[ACTIVITY]: All the data that follows should be repeated exactly, without a single picture.

[Saved entries]
────
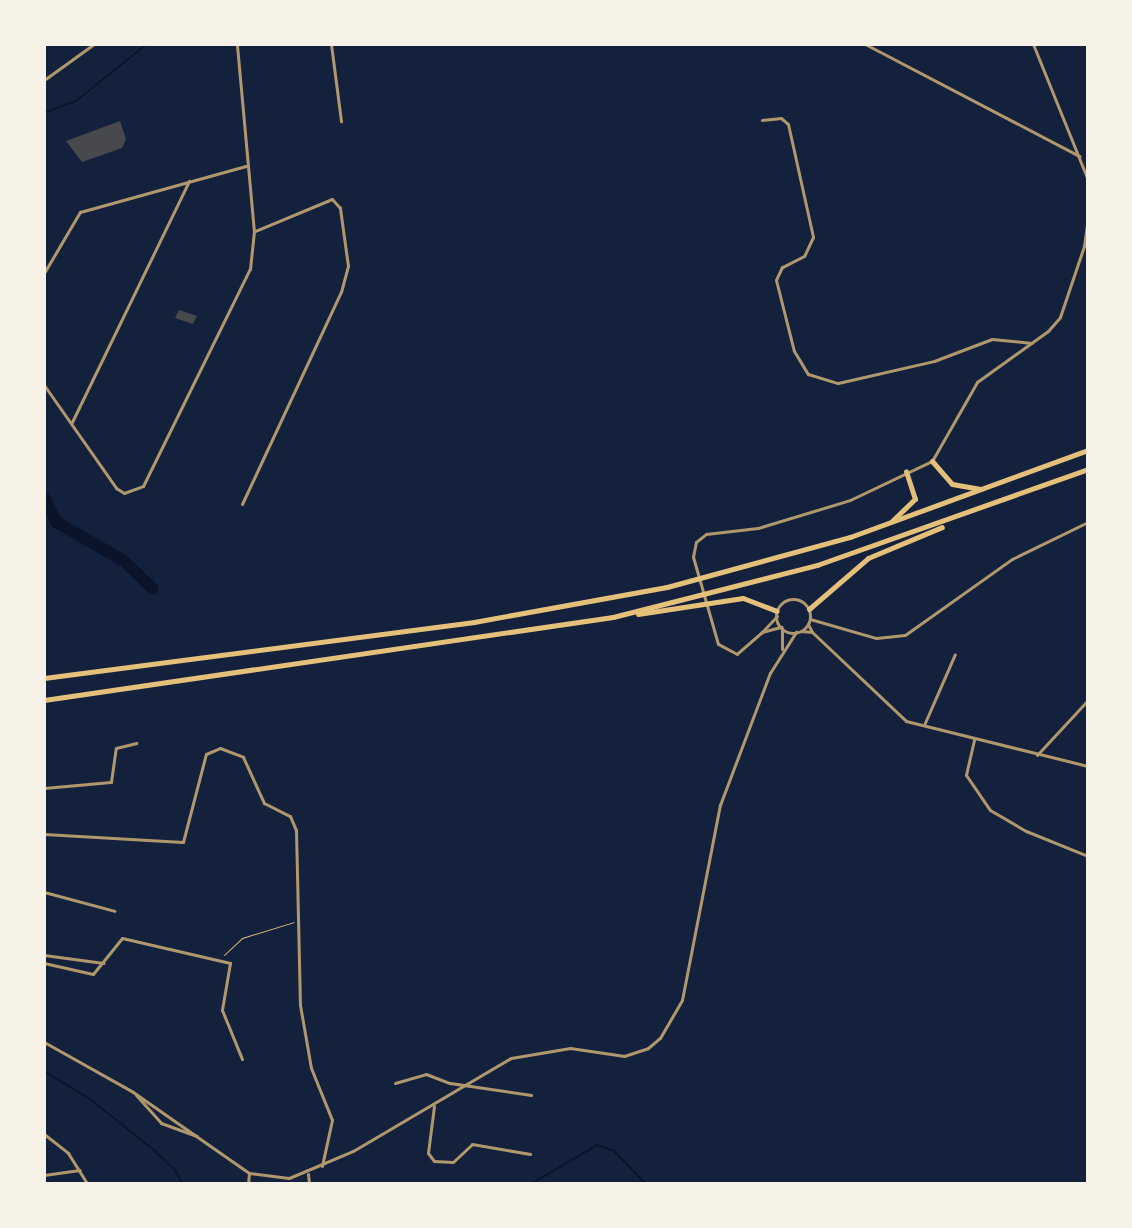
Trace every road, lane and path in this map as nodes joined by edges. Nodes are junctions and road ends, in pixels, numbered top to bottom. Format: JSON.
{"nodes":[{"id":1,"x":94,"y":44,"type":"edge"},
{"id":2,"x":237,"y":44,"type":"edge"},
{"id":3,"x":331,"y":44,"type":"edge"},
{"id":4,"x":865,"y":44,"type":"edge"},
{"id":5,"x":1033,"y":44,"type":"edge"},
{"id":6,"x":44,"y":80,"type":"edge"},
{"id":7,"x":762,"y":120,"type":"dead end"},
{"id":8,"x":341,"y":121,"type":"dead end"},
{"id":9,"x":1079,"y":156,"type":"junction"},
{"id":10,"x":246,"y":166,"type":"junction"},
{"id":11,"x":1088,"y":180,"type":"edge"},
{"id":12,"x":189,"y":181,"type":"junction"},
{"id":13,"x":1088,"y":218,"type":"edge"},
{"id":14,"x":254,"y":232,"type":"junction"},
{"id":15,"x":44,"y":273,"type":"edge"},
{"id":16,"x":1032,"y":343,"type":"junction"},
{"id":17,"x":44,"y":385,"type":"edge"},
{"id":18,"x":72,"y":423,"type":"junction"},
{"id":19,"x":1088,"y":450,"type":"edge"},
{"id":20,"x":932,"y":461,"type":"junction"},
{"id":21,"x":1088,"y":469,"type":"edge"},
{"id":22,"x":906,"y":471,"type":"junction"},
{"id":23,"x":986,"y":489,"type":"junction"},
{"id":24,"x":242,"y":504,"type":"dead end"},
{"id":25,"x":982,"y":509,"type":"junction"},
{"id":26,"x":1088,"y":522,"type":"edge"},
{"id":27,"x":886,"y":525,"type":"junction"},
{"id":28,"x":809,"y":609,"type":"junction"},
{"id":29,"x":777,"y":613,"type":"junction"},
{"id":30,"x":613,"y":617,"type":"junction"},
{"id":31,"x":809,"y":621,"type":"junction"},
{"id":32,"x":781,"y":627,"type":"junction"},
{"id":33,"x":762,"y":632,"type":"junction"},
{"id":34,"x":798,"y":632,"type":"junction"},
{"id":35,"x":812,"y":632,"type":"junction"},
{"id":36,"x":782,"y":649,"type":"junction"},
{"id":37,"x":955,"y":654,"type":"dead end"},
{"id":38,"x":44,"y":678,"type":"edge"},
{"id":39,"x":1088,"y":700,"type":"edge"},
{"id":40,"x":44,"y":701,"type":"edge"},
{"id":41,"x":924,"y":725,"type":"junction"},
{"id":42,"x":974,"y":739,"type":"junction"},
{"id":43,"x":136,"y":743,"type":"dead end"},
{"id":44,"x":1037,"y":755,"type":"junction"},
{"id":45,"x":1088,"y":766,"type":"edge"},
{"id":46,"x":44,"y":788,"type":"edge"},
{"id":47,"x":44,"y":834,"type":"edge"},
{"id":48,"x":1088,"y":856,"type":"edge"},
{"id":49,"x":44,"y":892,"type":"edge"},
{"id":50,"x":115,"y":911,"type":"dead end"},
{"id":51,"x":300,"y":920,"type":"junction"},
{"id":52,"x":44,"y":955,"type":"edge"},
{"id":53,"x":77,"y":960,"type":"junction"},
{"id":54,"x":222,"y":960,"type":"junction"},
{"id":55,"x":44,"y":963,"type":"edge"},
{"id":56,"x":103,"y":963,"type":"junction"},
{"id":57,"x":76,"y":969,"type":"junction"},
{"id":58,"x":44,"y":1042,"type":"edge"},
{"id":59,"x":242,"y":1059,"type":"dead end"},
{"id":60,"x":395,"y":1083,"type":"dead end"},
{"id":61,"x":467,"y":1085,"type":"junction"},
{"id":62,"x":133,"y":1092,"type":"junction"},
{"id":63,"x":531,"y":1095,"type":"dead end"},
{"id":64,"x":434,"y":1106,"type":"junction"},
{"id":65,"x":44,"y":1134,"type":"edge"},
{"id":66,"x":200,"y":1136,"type":"junction"},
{"id":67,"x":530,"y":1154,"type":"dead end"},
{"id":68,"x":322,"y":1166,"type":"junction"},
{"id":69,"x":80,"y":1170,"type":"junction"},
{"id":70,"x":249,"y":1173,"type":"junction"},
{"id":71,"x":308,"y":1174,"type":"junction"},
{"id":72,"x":44,"y":1175,"type":"edge"},
{"id":73,"x":87,"y":1184,"type":"edge"},
{"id":74,"x":248,"y":1184,"type":"edge"},
{"id":75,"x":309,"y":1184,"type":"edge"}],
"edges":[{"from":1,"to":6,"type":"street"},
{"from":2,"to":10,"type":"street"},
{"from":3,"to":8,"type":"street"},
{"from":4,"to":9,"type":"street"},
{"from":5,"to":9,"type":"street"},
{"from":7,"to":16,"type":"street"},
{"from":9,"to":11,"type":"street"},
{"from":10,"to":12,"type":"street"},
{"from":10,"to":14,"type":"street"},
{"from":12,"to":15,"type":"street"},
{"from":12,"to":18,"type":"street"},
{"from":13,"to":16,"type":"street"},
{"from":14,"to":18,"type":"street"},
{"from":14,"to":24,"type":"street"},
{"from":16,"to":20,"type":"street"},
{"from":17,"to":18,"type":"street"},
{"from":19,"to":23,"type":"highway"},
{"from":20,"to":22,"type":"street"},
{"from":20,"to":23,"type":"highway"},
{"from":21,"to":25,"type":"highway"},
{"from":22,"to":27,"type":"highway"},
{"from":22,"to":33,"type":"street"},
{"from":23,"to":27,"type":"highway"},
{"from":25,"to":28,"type":"highway"},
{"from":25,"to":30,"type":"highway"},
{"from":26,"to":31,"type":"street"},
{"from":27,"to":38,"type":"highway"},
{"from":28,"to":29,"type":"street"},
{"from":28,"to":31,"type":"street"},
{"from":29,"to":30,"type":"highway"},
{"from":29,"to":32,"type":"street"},
{"from":29,"to":33,"type":"street"},
{"from":30,"to":40,"type":"highway"},
{"from":31,"to":34,"type":"street"},
{"from":31,"to":35,"type":"street"},
{"from":32,"to":33,"type":"street"},
{"from":32,"to":34,"type":"street"},
{"from":32,"to":36,"type":"street"},
{"from":34,"to":35,"type":"street"},
{"from":34,"to":36,"type":"street"},
{"from":35,"to":41,"type":"street"},
{"from":36,"to":61,"type":"street"},
{"from":37,"to":41,"type":"street"},
{"from":39,"to":44,"type":"street"},
{"from":41,"to":42,"type":"street"},
{"from":42,"to":44,"type":"street"},
{"from":42,"to":48,"type":"street"},
{"from":43,"to":46,"type":"street"},
{"from":44,"to":45,"type":"street"},
{"from":47,"to":51,"type":"street"},
{"from":49,"to":50,"type":"street"},
{"from":51,"to":54,"type":"path"},
{"from":51,"to":68,"type":"street"},
{"from":52,"to":53,"type":"street"},
{"from":53,"to":56,"type":"street"},
{"from":53,"to":57,"type":"street"},
{"from":54,"to":56,"type":"street"},
{"from":54,"to":59,"type":"street"},
{"from":55,"to":57,"type":"street"},
{"from":56,"to":57,"type":"street"},
{"from":58,"to":62,"type":"street"},
{"from":60,"to":61,"type":"street"},
{"from":61,"to":63,"type":"street"},
{"from":61,"to":64,"type":"street"},
{"from":62,"to":66,"type":"street"},
{"from":62,"to":66,"type":"street"},
{"from":64,"to":67,"type":"street"},
{"from":64,"to":68,"type":"street"},
{"from":65,"to":69,"type":"street"},
{"from":66,"to":70,"type":"street"},
{"from":68,"to":71,"type":"street"},
{"from":69,"to":72,"type":"street"},
{"from":69,"to":73,"type":"street"},
{"from":70,"to":71,"type":"street"},
{"from":70,"to":74,"type":"street"},
{"from":71,"to":75,"type":"street"}]}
────
[WRITTEN SOLUTION]:
Trace every road, lane and path in this map as nodes joined by edges. Nodes are junctions and road ends, in pixels, numbered top to bottom. Format: JSON.
{"nodes":[{"id":1,"x":94,"y":44,"type":"edge"},
{"id":2,"x":237,"y":44,"type":"edge"},
{"id":3,"x":331,"y":44,"type":"edge"},
{"id":4,"x":865,"y":44,"type":"edge"},
{"id":5,"x":1033,"y":44,"type":"edge"},
{"id":6,"x":44,"y":80,"type":"edge"},
{"id":7,"x":762,"y":120,"type":"dead end"},
{"id":8,"x":341,"y":121,"type":"dead end"},
{"id":9,"x":1079,"y":156,"type":"junction"},
{"id":10,"x":246,"y":166,"type":"junction"},
{"id":11,"x":1088,"y":180,"type":"edge"},
{"id":12,"x":189,"y":181,"type":"junction"},
{"id":13,"x":1088,"y":218,"type":"edge"},
{"id":14,"x":254,"y":232,"type":"junction"},
{"id":15,"x":44,"y":273,"type":"edge"},
{"id":16,"x":1032,"y":343,"type":"junction"},
{"id":17,"x":44,"y":385,"type":"edge"},
{"id":18,"x":72,"y":423,"type":"junction"},
{"id":19,"x":1088,"y":450,"type":"edge"},
{"id":20,"x":932,"y":461,"type":"junction"},
{"id":21,"x":1088,"y":469,"type":"edge"},
{"id":22,"x":906,"y":471,"type":"junction"},
{"id":23,"x":986,"y":489,"type":"junction"},
{"id":24,"x":242,"y":504,"type":"dead end"},
{"id":25,"x":982,"y":509,"type":"junction"},
{"id":26,"x":1088,"y":522,"type":"edge"},
{"id":27,"x":886,"y":525,"type":"junction"},
{"id":28,"x":809,"y":609,"type":"junction"},
{"id":29,"x":777,"y":613,"type":"junction"},
{"id":30,"x":613,"y":617,"type":"junction"},
{"id":31,"x":809,"y":621,"type":"junction"},
{"id":32,"x":781,"y":627,"type":"junction"},
{"id":33,"x":762,"y":632,"type":"junction"},
{"id":34,"x":798,"y":632,"type":"junction"},
{"id":35,"x":812,"y":632,"type":"junction"},
{"id":36,"x":782,"y":649,"type":"junction"},
{"id":37,"x":955,"y":654,"type":"dead end"},
{"id":38,"x":44,"y":678,"type":"edge"},
{"id":39,"x":1088,"y":700,"type":"edge"},
{"id":40,"x":44,"y":701,"type":"edge"},
{"id":41,"x":924,"y":725,"type":"junction"},
{"id":42,"x":974,"y":739,"type":"junction"},
{"id":43,"x":136,"y":743,"type":"dead end"},
{"id":44,"x":1037,"y":755,"type":"junction"},
{"id":45,"x":1088,"y":766,"type":"edge"},
{"id":46,"x":44,"y":788,"type":"edge"},
{"id":47,"x":44,"y":834,"type":"edge"},
{"id":48,"x":1088,"y":856,"type":"edge"},
{"id":49,"x":44,"y":892,"type":"edge"},
{"id":50,"x":115,"y":911,"type":"dead end"},
{"id":51,"x":300,"y":920,"type":"junction"},
{"id":52,"x":44,"y":955,"type":"edge"},
{"id":53,"x":77,"y":960,"type":"junction"},
{"id":54,"x":222,"y":960,"type":"junction"},
{"id":55,"x":44,"y":963,"type":"edge"},
{"id":56,"x":103,"y":963,"type":"junction"},
{"id":57,"x":76,"y":969,"type":"junction"},
{"id":58,"x":44,"y":1042,"type":"edge"},
{"id":59,"x":242,"y":1059,"type":"dead end"},
{"id":60,"x":395,"y":1083,"type":"dead end"},
{"id":61,"x":467,"y":1085,"type":"junction"},
{"id":62,"x":133,"y":1092,"type":"junction"},
{"id":63,"x":531,"y":1095,"type":"dead end"},
{"id":64,"x":434,"y":1106,"type":"junction"},
{"id":65,"x":44,"y":1134,"type":"edge"},
{"id":66,"x":200,"y":1136,"type":"junction"},
{"id":67,"x":530,"y":1154,"type":"dead end"},
{"id":68,"x":322,"y":1166,"type":"junction"},
{"id":69,"x":80,"y":1170,"type":"junction"},
{"id":70,"x":249,"y":1173,"type":"junction"},
{"id":71,"x":308,"y":1174,"type":"junction"},
{"id":72,"x":44,"y":1175,"type":"edge"},
{"id":73,"x":87,"y":1184,"type":"edge"},
{"id":74,"x":248,"y":1184,"type":"edge"},
{"id":75,"x":309,"y":1184,"type":"edge"}],
"edges":[{"from":1,"to":6,"type":"street"},
{"from":2,"to":10,"type":"street"},
{"from":3,"to":8,"type":"street"},
{"from":4,"to":9,"type":"street"},
{"from":5,"to":9,"type":"street"},
{"from":7,"to":16,"type":"street"},
{"from":9,"to":11,"type":"street"},
{"from":10,"to":12,"type":"street"},
{"from":10,"to":14,"type":"street"},
{"from":12,"to":15,"type":"street"},
{"from":12,"to":18,"type":"street"},
{"from":13,"to":16,"type":"street"},
{"from":14,"to":18,"type":"street"},
{"from":14,"to":24,"type":"street"},
{"from":16,"to":20,"type":"street"},
{"from":17,"to":18,"type":"street"},
{"from":19,"to":23,"type":"highway"},
{"from":20,"to":22,"type":"street"},
{"from":20,"to":23,"type":"highway"},
{"from":21,"to":25,"type":"highway"},
{"from":22,"to":27,"type":"highway"},
{"from":22,"to":33,"type":"street"},
{"from":23,"to":27,"type":"highway"},
{"from":25,"to":28,"type":"highway"},
{"from":25,"to":30,"type":"highway"},
{"from":26,"to":31,"type":"street"},
{"from":27,"to":38,"type":"highway"},
{"from":28,"to":29,"type":"street"},
{"from":28,"to":31,"type":"street"},
{"from":29,"to":30,"type":"highway"},
{"from":29,"to":32,"type":"street"},
{"from":29,"to":33,"type":"street"},
{"from":30,"to":40,"type":"highway"},
{"from":31,"to":34,"type":"street"},
{"from":31,"to":35,"type":"street"},
{"from":32,"to":33,"type":"street"},
{"from":32,"to":34,"type":"street"},
{"from":32,"to":36,"type":"street"},
{"from":34,"to":35,"type":"street"},
{"from":34,"to":36,"type":"street"},
{"from":35,"to":41,"type":"street"},
{"from":36,"to":61,"type":"street"},
{"from":37,"to":41,"type":"street"},
{"from":39,"to":44,"type":"street"},
{"from":41,"to":42,"type":"street"},
{"from":42,"to":44,"type":"street"},
{"from":42,"to":48,"type":"street"},
{"from":43,"to":46,"type":"street"},
{"from":44,"to":45,"type":"street"},
{"from":47,"to":51,"type":"street"},
{"from":49,"to":50,"type":"street"},
{"from":51,"to":54,"type":"path"},
{"from":51,"to":68,"type":"street"},
{"from":52,"to":53,"type":"street"},
{"from":53,"to":56,"type":"street"},
{"from":53,"to":57,"type":"street"},
{"from":54,"to":56,"type":"street"},
{"from":54,"to":59,"type":"street"},
{"from":55,"to":57,"type":"street"},
{"from":56,"to":57,"type":"street"},
{"from":58,"to":62,"type":"street"},
{"from":60,"to":61,"type":"street"},
{"from":61,"to":63,"type":"street"},
{"from":61,"to":64,"type":"street"},
{"from":62,"to":66,"type":"street"},
{"from":62,"to":66,"type":"street"},
{"from":64,"to":67,"type":"street"},
{"from":64,"to":68,"type":"street"},
{"from":65,"to":69,"type":"street"},
{"from":66,"to":70,"type":"street"},
{"from":68,"to":71,"type":"street"},
{"from":69,"to":72,"type":"street"},
{"from":69,"to":73,"type":"street"},
{"from":70,"to":71,"type":"street"},
{"from":70,"to":74,"type":"street"},
{"from":71,"to":75,"type":"street"}]}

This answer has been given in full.